◆ **PROBLEM DETAILS**
Would you write out the listing verbatim and skip every picture in it?

◆ **GIVEN DATA**

Content starts

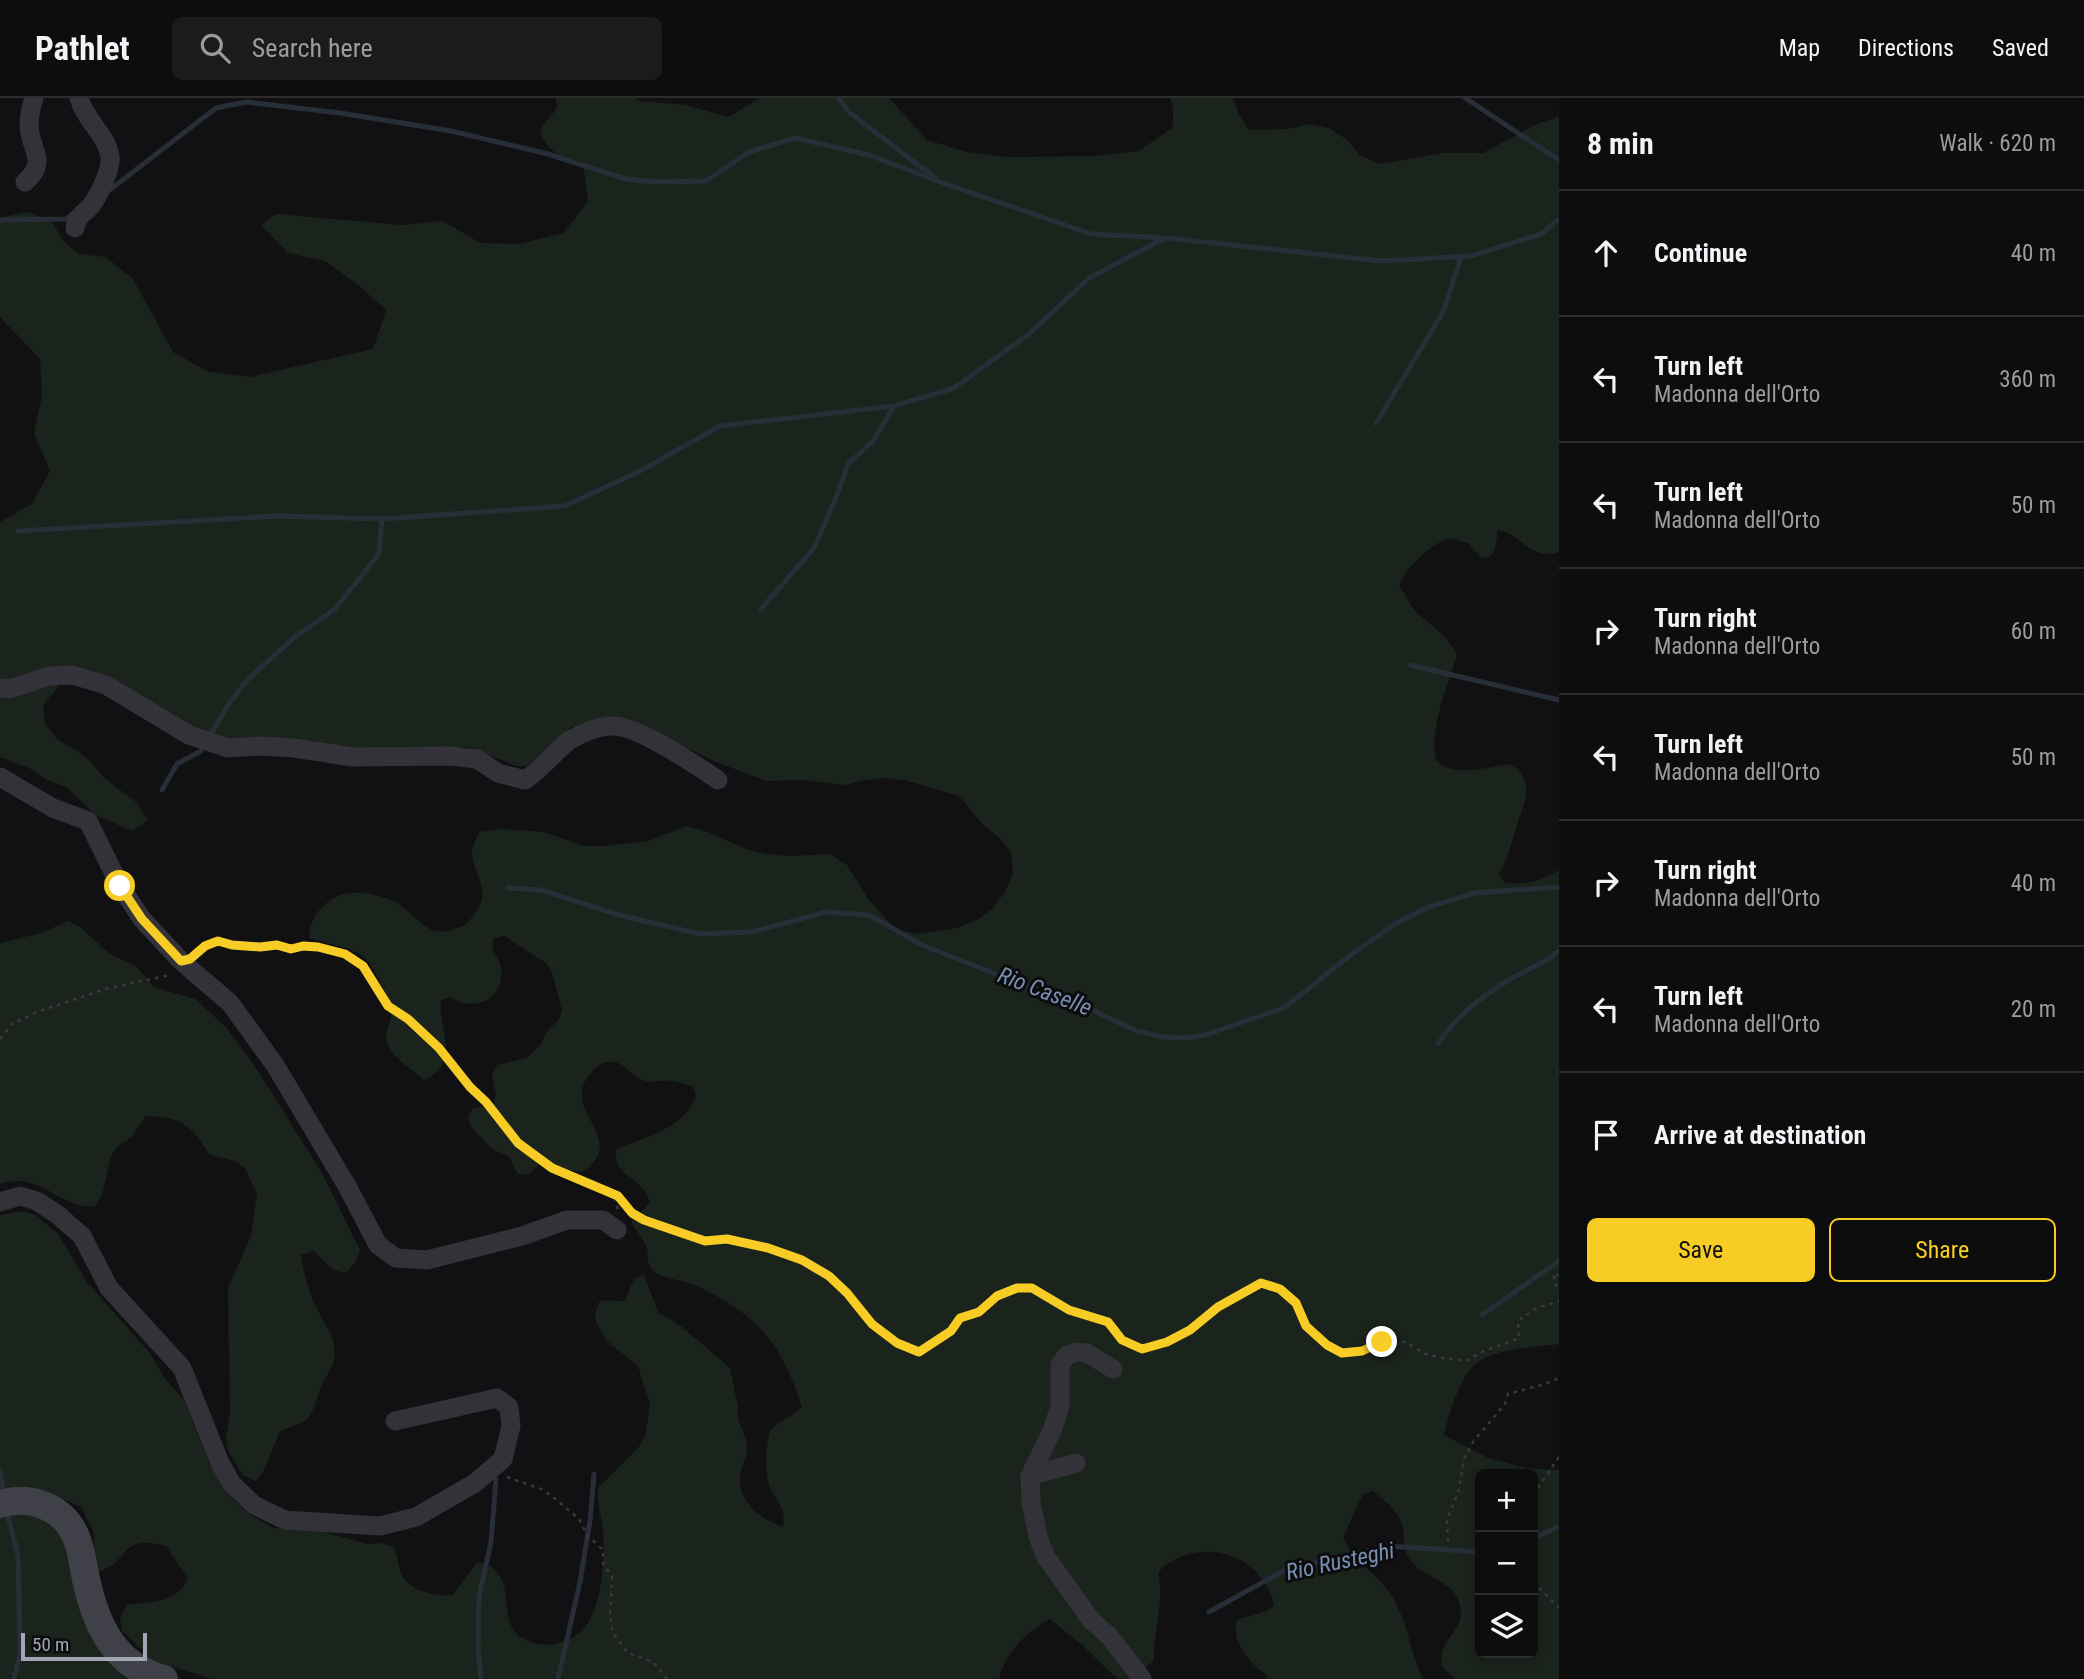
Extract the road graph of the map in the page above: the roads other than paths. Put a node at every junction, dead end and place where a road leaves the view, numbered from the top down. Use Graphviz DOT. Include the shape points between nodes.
graph roads {
  1 [pos="34,98"];
  2 [pos="79,98"];
  3 [pos="26,182"];
  4 [pos="75,228"];
  5 [pos="0,688"];
  6 [pos="0,777"];
  7 [pos="718,780"];
  8 [pos="0,1202"];
  9 [pos="617,1230"];
  10 [pos="1113,1368"];
  11 [pos="395,1421"];
  12 [pos="1076,1463"];
  13 [pos="1030,1475"];
  14 [pos="0,1504"];
  15 [pos="164,1679"];
  16 [pos="1142,1679"];
  1 -- 3 [label="street" via="29,128 38,156 34,174"];
  2 -- 4 [label="street" via="103,139 110,163"];
  5 -- 7 [label="street" via="72,675 106,685 189,735 228,748 294,748 352,757 450,756 477,760 498,773 526,780 569,741 612,726 635,731"];
  6 -- 9 [label="street" via="52,808 88,821 142,919 230,1003 275,1065 378,1245 396,1258 427,1260 567,1220 603,1220"];
  8 -- 11 [label="street" via="20,1196 37,1201 82,1236 109,1288 182,1368 220,1463 254,1505 285,1520 380,1525 416,1517 475,1483 503,1459 511,1426 509,1407 497,1398"];
  10 -- 13 [label="street" via="1077,1352 1060,1364 1060,1406"];
  12 -- 13 [label="street"];
  13 -- 16 [label="street" via="1033,1517 1046,1557 1091,1620"];
  14 -- 15 [label="street" via="41,1503 68,1521 77,1539 90,1601 104,1632 139,1671"];
}
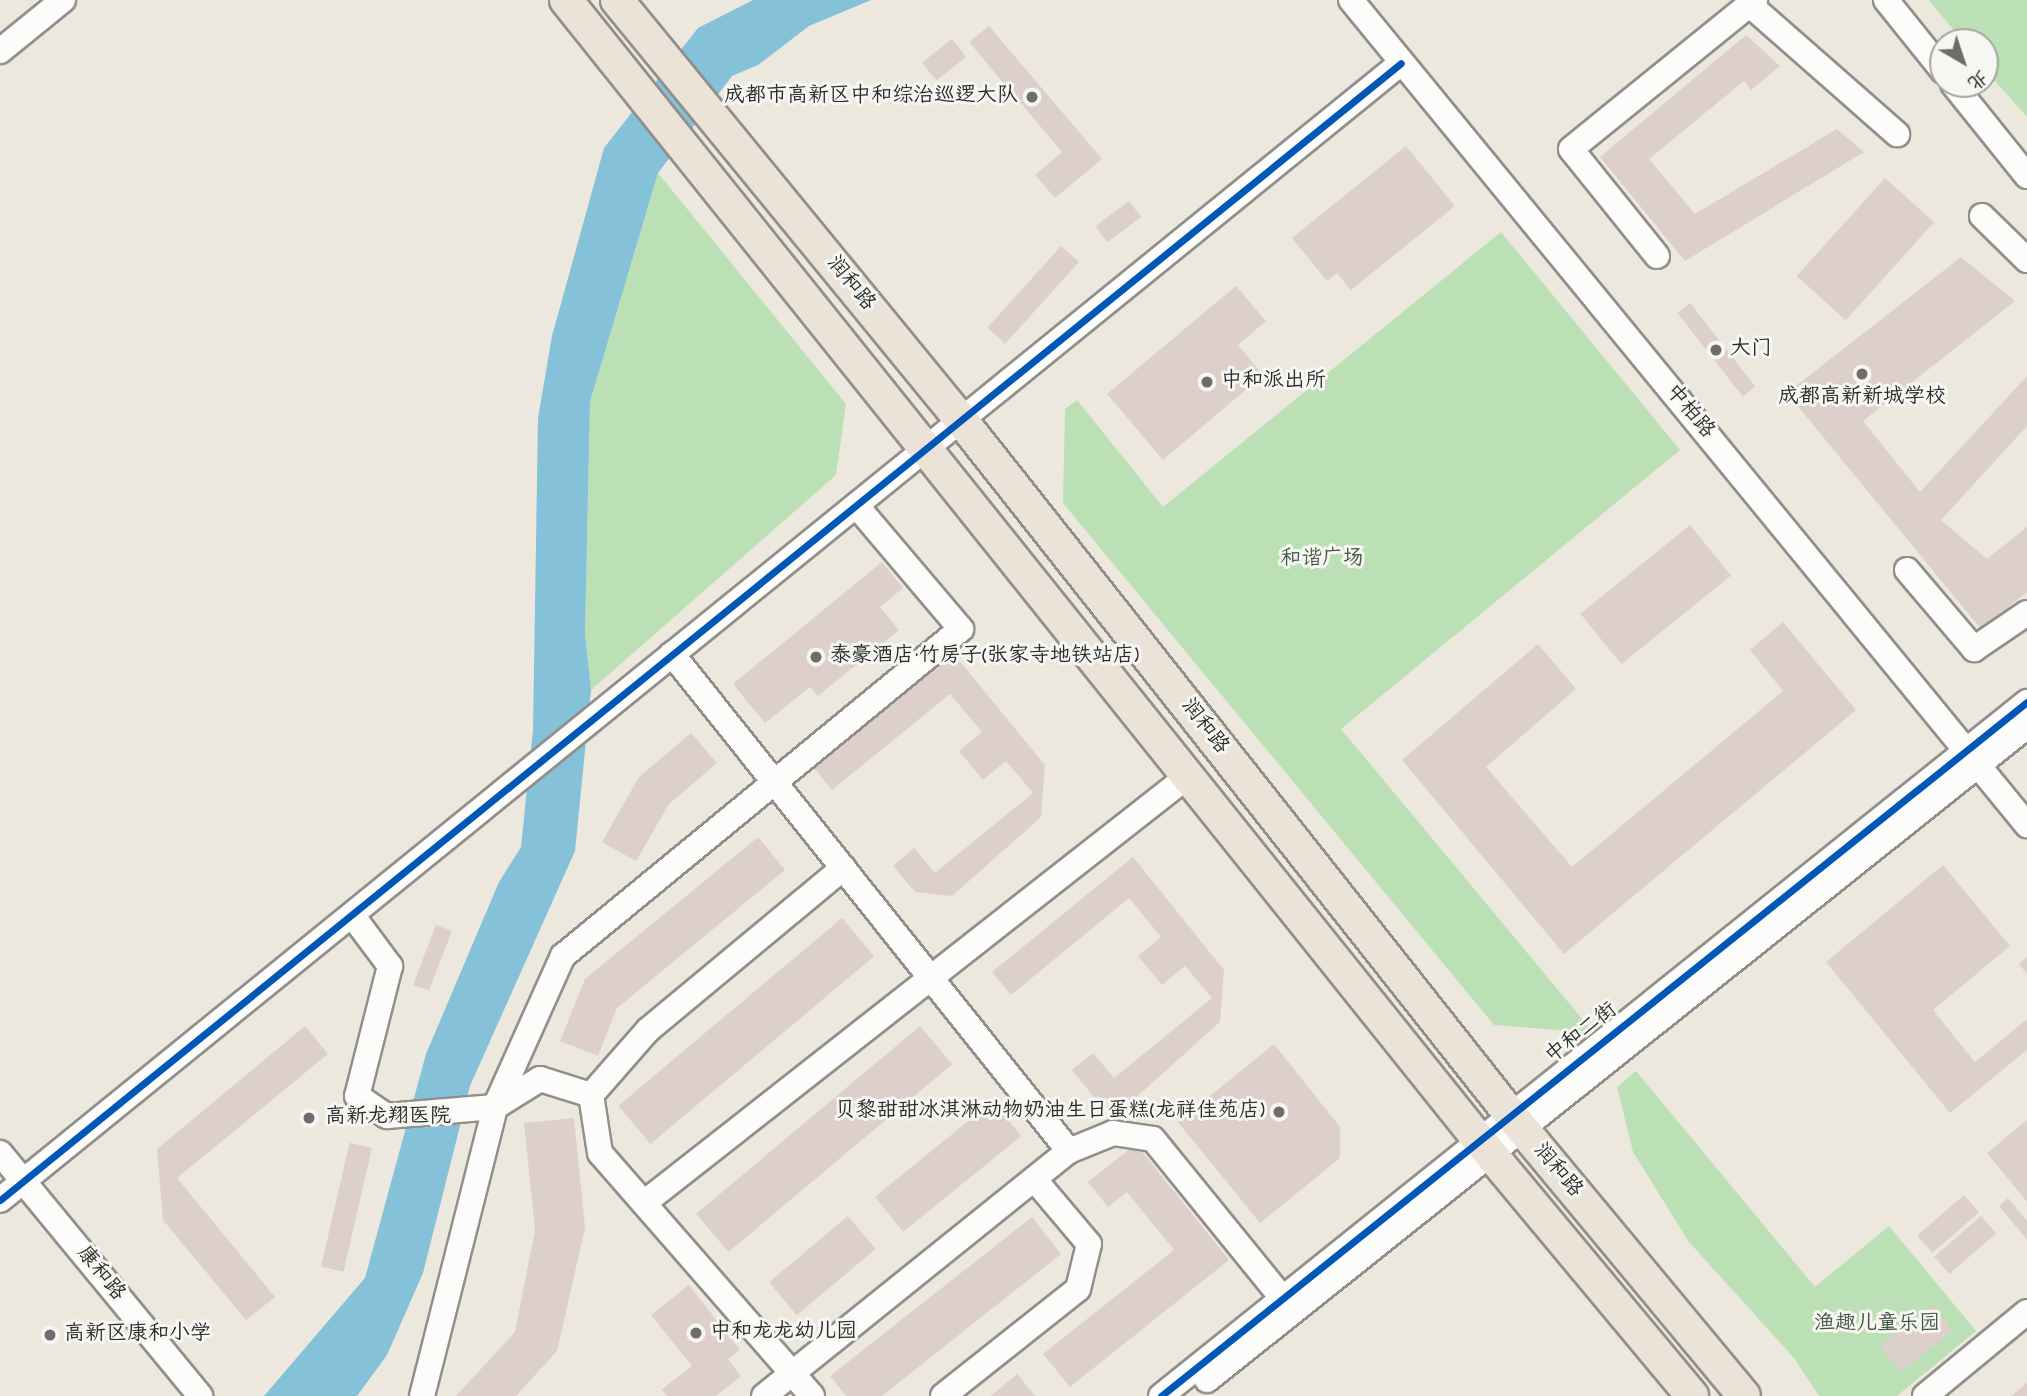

Content ends

◆ **SOLVED PROBLEM**
Extract the road graph of the map in the page above: the roads other than paths. Put a node at every junction, dead end and place where a road leaves the view, numbered from the top down. Use Graphviz DOT. Include the shape points between nodes.
graph roads {
  1 [pos="34,98"];
  2 [pos="79,98"];
  3 [pos="26,182"];
  4 [pos="75,228"];
  5 [pos="0,688"];
  6 [pos="0,777"];
  7 [pos="718,780"];
  8 [pos="0,1202"];
  9 [pos="617,1230"];
  10 [pos="1113,1368"];
  11 [pos="395,1421"];
  12 [pos="1076,1463"];
  13 [pos="1030,1475"];
  14 [pos="0,1504"];
  15 [pos="164,1679"];
  16 [pos="1142,1679"];
  1 -- 3 [label="street" via="29,128 38,156 34,174"];
  2 -- 4 [label="street" via="103,139 110,163"];
  5 -- 7 [label="street" via="72,675 106,685 189,735 228,748 294,748 352,757 450,756 477,760 498,773 526,780 569,741 612,726 635,731"];
  6 -- 9 [label="street" via="52,808 88,821 142,919 230,1003 275,1065 378,1245 396,1258 427,1260 567,1220 603,1220"];
  8 -- 11 [label="street" via="20,1196 37,1201 82,1236 109,1288 182,1368 220,1463 254,1505 285,1520 380,1525 416,1517 475,1483 503,1459 511,1426 509,1407 497,1398"];
  10 -- 13 [label="street" via="1077,1352 1060,1364 1060,1406"];
  12 -- 13 [label="street"];
  13 -- 16 [label="street" via="1033,1517 1046,1557 1091,1620"];
  14 -- 15 [label="street" via="41,1503 68,1521 77,1539 90,1601 104,1632 139,1671"];
}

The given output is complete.